A informação foi prestada por representantes da Procuradoria Geral do Estado (PGE), com aval do Ministério Público, após consulta feita pelo secretário de Estado da Saúde, Ricardo Murad, e pelo presidente da Caema, João Moreira Lima, sobre a viabilidade legal do realinhamento de tarifas. A reunião que analisou o assunto aconteceu no auditório da companhia, no Centro, e contou com a presença dos deputados José Carlos Nunes Júnior, Jota Pinto e Alexandre Almeida, e da vereadora Rose Sales.

Segundo o procurador Miguel Ribeiro, assim como a Lei Nacional de Saneamento Ambiental, criada em 2007, a legislação estadual veio reforçar, dois anos depois, a determinação de que a revisão tarifária deve ser de inteira responsabilidade das agências e dos conselhos.

O secretário Ricardo Murad garantiu que todas as providências serão tomadas no sentido de acelerar o pleno funcionamento desses dois importantes instrumentos, considerando que o governo reconhece a necessidade de realinhamento das tarifas para o equilíbrio financeiro e administrativo da Caema.

Debate da proposta

Na terça-feira (15), a SES e a Caema iniciaram as discussões, apresentando aos representantes do governo, da Assembléia Legislativa, de sindicatos e de conselhos, um estudo que justificaria o aumento da tarifa no Maranhão, que hoje é de R$ 8,70 por 10 metros cúbicos de água, para algo em torno de R$ 16, o que ainda manteria o estado com uma das menores taxas do país.

O realinhamento baseia-se na defasagem das tarifas e na necessidade de equilibrar a vida financeira da empresa, que além de prestar um serviço de melhor qualidade, precisa fazer investimentos face aos novos empreendimentos que estão se instalando no estado. 

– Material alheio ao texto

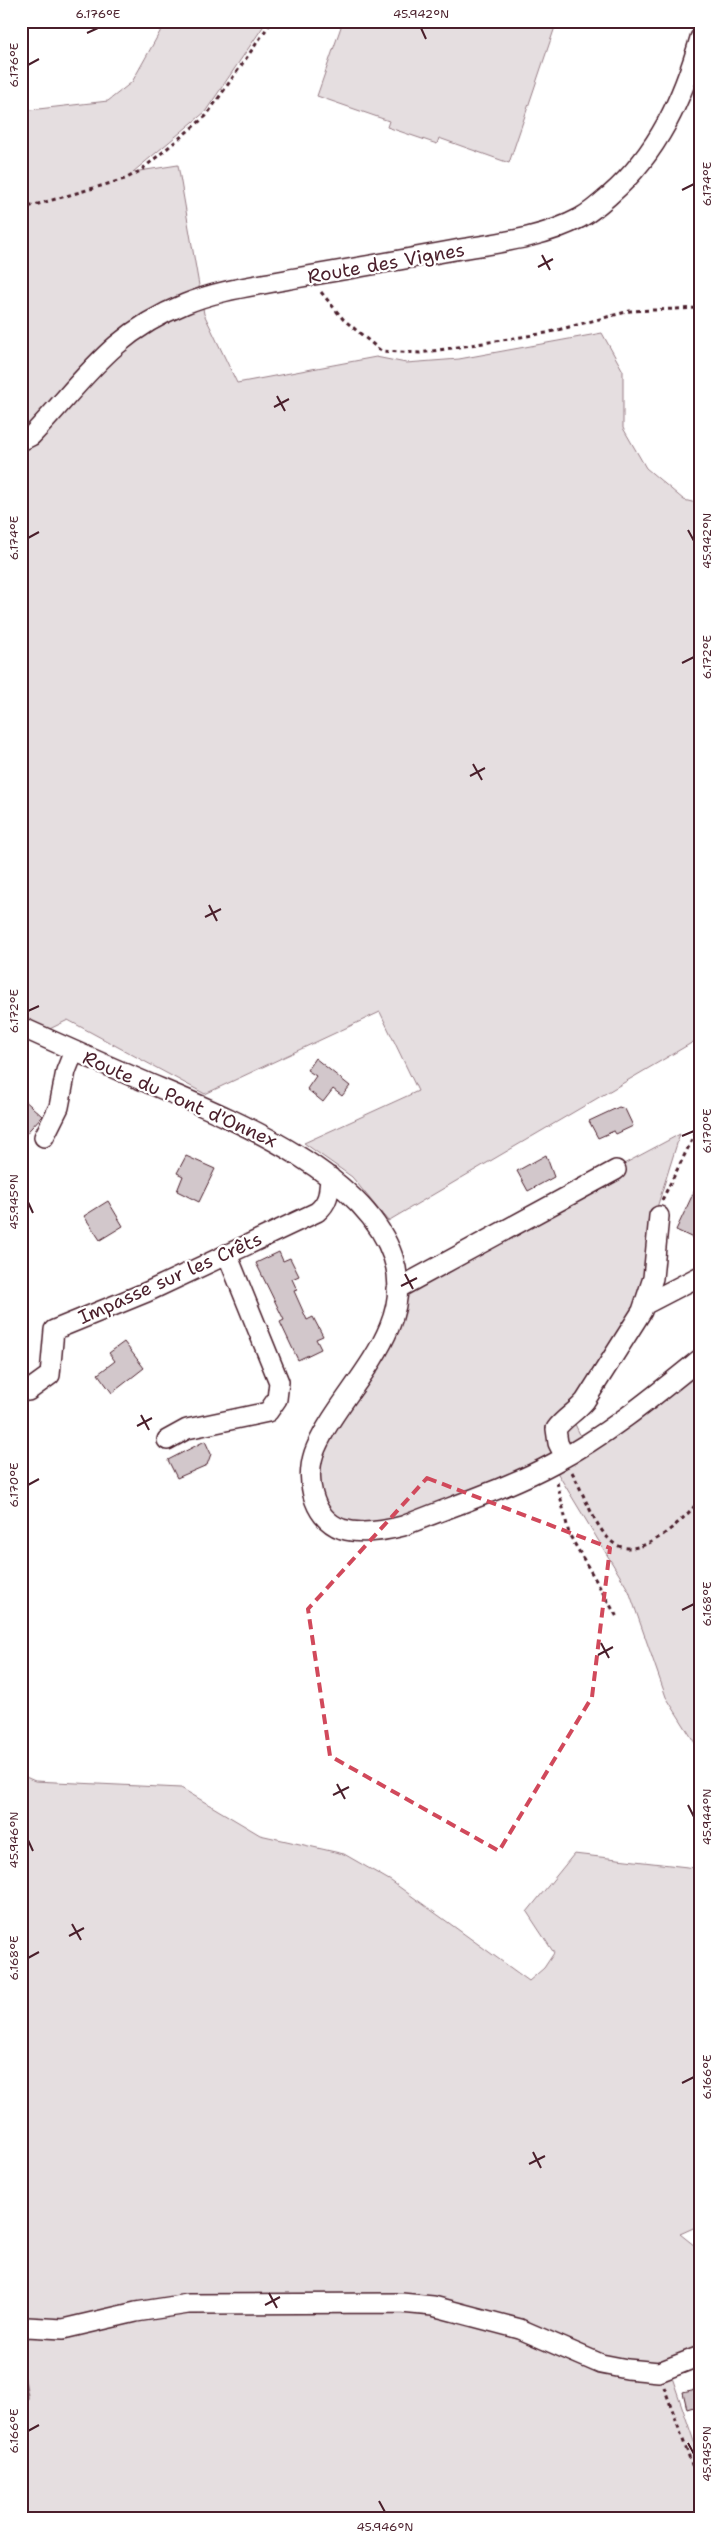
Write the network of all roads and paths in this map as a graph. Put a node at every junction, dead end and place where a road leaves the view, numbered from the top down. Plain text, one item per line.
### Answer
1 (272, 21) edge
2 (700, 38) edge
3 (21, 209) edge
4 (309, 276) junction
5 (700, 308) edge
6 (21, 441) edge
7 (21, 1027) edge
8 (74, 1052) junction
9 (700, 1124) edge
10 (44, 1137) dead end
11 (616, 1170) dead end
12 (330, 1177) junction
13 (659, 1216) joint
14 (227, 1254) junction
15 (700, 1276) edge
16 (397, 1289) junction
17 (644, 1305) junction
18 (700, 1360) edge
19 (28, 1391) dead end
20 (167, 1440) dead end
21 (559, 1461) junction
22 (700, 1500) edge
23 (617, 1617) dead end
24 (21, 2329) edge
25 (700, 2356) edge
26 (659, 2372) junction
27 (700, 2487) edge

1 - 3 path
2 - 4 street, Route des Vignes
4 - 5 path
4 - 6 street, Route des Vignes
7 - 8 street, Route du Pont d'Onnex
8 - 10 street
8 - 12 street, Route du Pont d'Onnex
9 - 13 path
11 - 16 street
12 - 14 street, Impasse sur les Crêts
12 - 16 street, Route du Pont d'Onnex
13 - 17 street
14 - 19 street, Impasse sur les Crêts
14 - 20 street
15 - 17 street
16 - 21 street, Route du Pont d'Onnex
17 - 21 street
18 - 21 street, Route du Pont d'Onnex
21 - 22 path
21 - 23 path
24 - 26 street
25 - 26 street
26 - 27 path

A reunião foi encerrada para que os participantes, de posse de uma cópia do estudo, fizessem suas análises e colocasse suas sugestões e críticas na reunião desta quinta-feira (17).

Mesmo gerando alguns debates, a suspensão do processo de discussão do realinhamento das tarifas foi aprovada por todas as instituições representadas no encontro. Para os promotores Carlos Augusto Oliveira (Consumidor) e Ronald dos Santos (Pessoa com Deficiência), a paralisação das discussões é necessária para adequar o processo à Lei.

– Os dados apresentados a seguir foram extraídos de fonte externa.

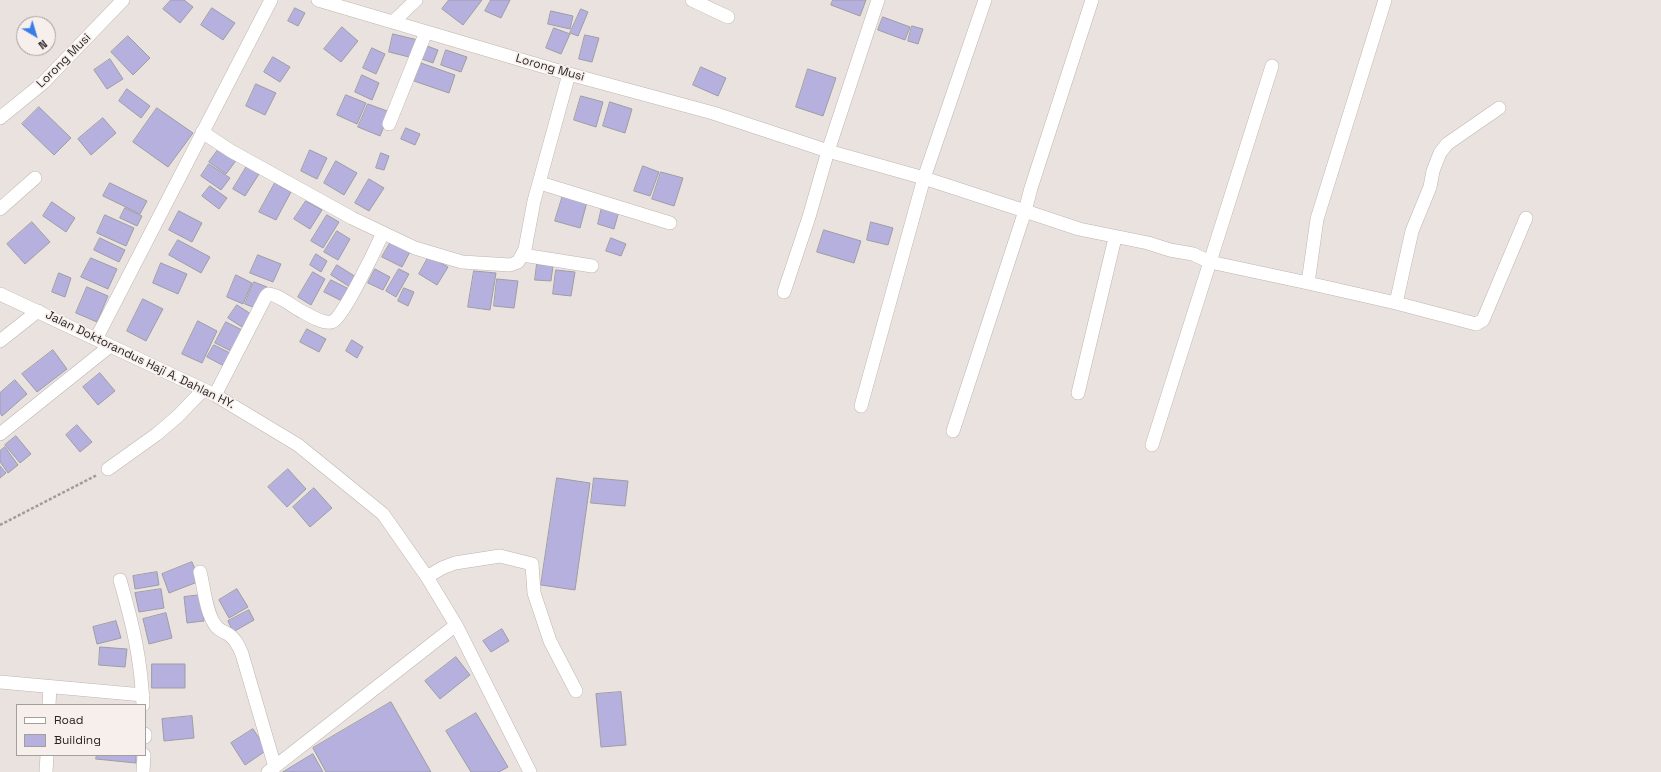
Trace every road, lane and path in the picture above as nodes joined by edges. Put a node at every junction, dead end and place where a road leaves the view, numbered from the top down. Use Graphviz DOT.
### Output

“Tenho 15 anos nessa área da Promotoria, e todas as vezes que se fala de reajuste ocorre um verdadeiro alvoroço. A iniciativa da Secretaria é muito positiva”, destacou Carlos Augusto Oliveira.

Para o representante do Sindicato dos Urbanitários do Maranhão, Waner Almeida, a cobrança de tarifas justa passa por um processo de implantação dos hidrômetros de forma eficiente em todo o estado. “A hidrometração se faz urgente neste momento”.

Avanços na Caema

João Moreira Lima aproveitou a oportunidade para listar alguns dos principais avanços da empresa nos dois últimos anos. “Conseguimos aumentar a nossa arrecadação de R$ 10 milhões para R$ 14 milhões, por mês, e o faturamento, de R$ 17 para R$ 19 milhões.

O abastecimento de água foi aprimorado, segundo o presidente da Caema, e toda rede de esgoto recuperada. “Reduzimos de sete para apenas um os casos de rompimento da adutora do Italuís, por ano, e há melhorias com o aumento da produção de água em vários bairros de São Luís e interior do estado”, citou.

Ao final da reunião, Ricardo Murad informou que há R$ 300 milhões em obras do PAC para área de saneamento e que é preciso recurso no sistema para trazer o trabalho para o Maranhão.

“Estamos vivendo um momento novo e o governo tem hoje plena confiança na Caema para mudar essa realidade. O nosso esforço é grande para fazermos as melhorias necessárias”, disse o gestor estadual.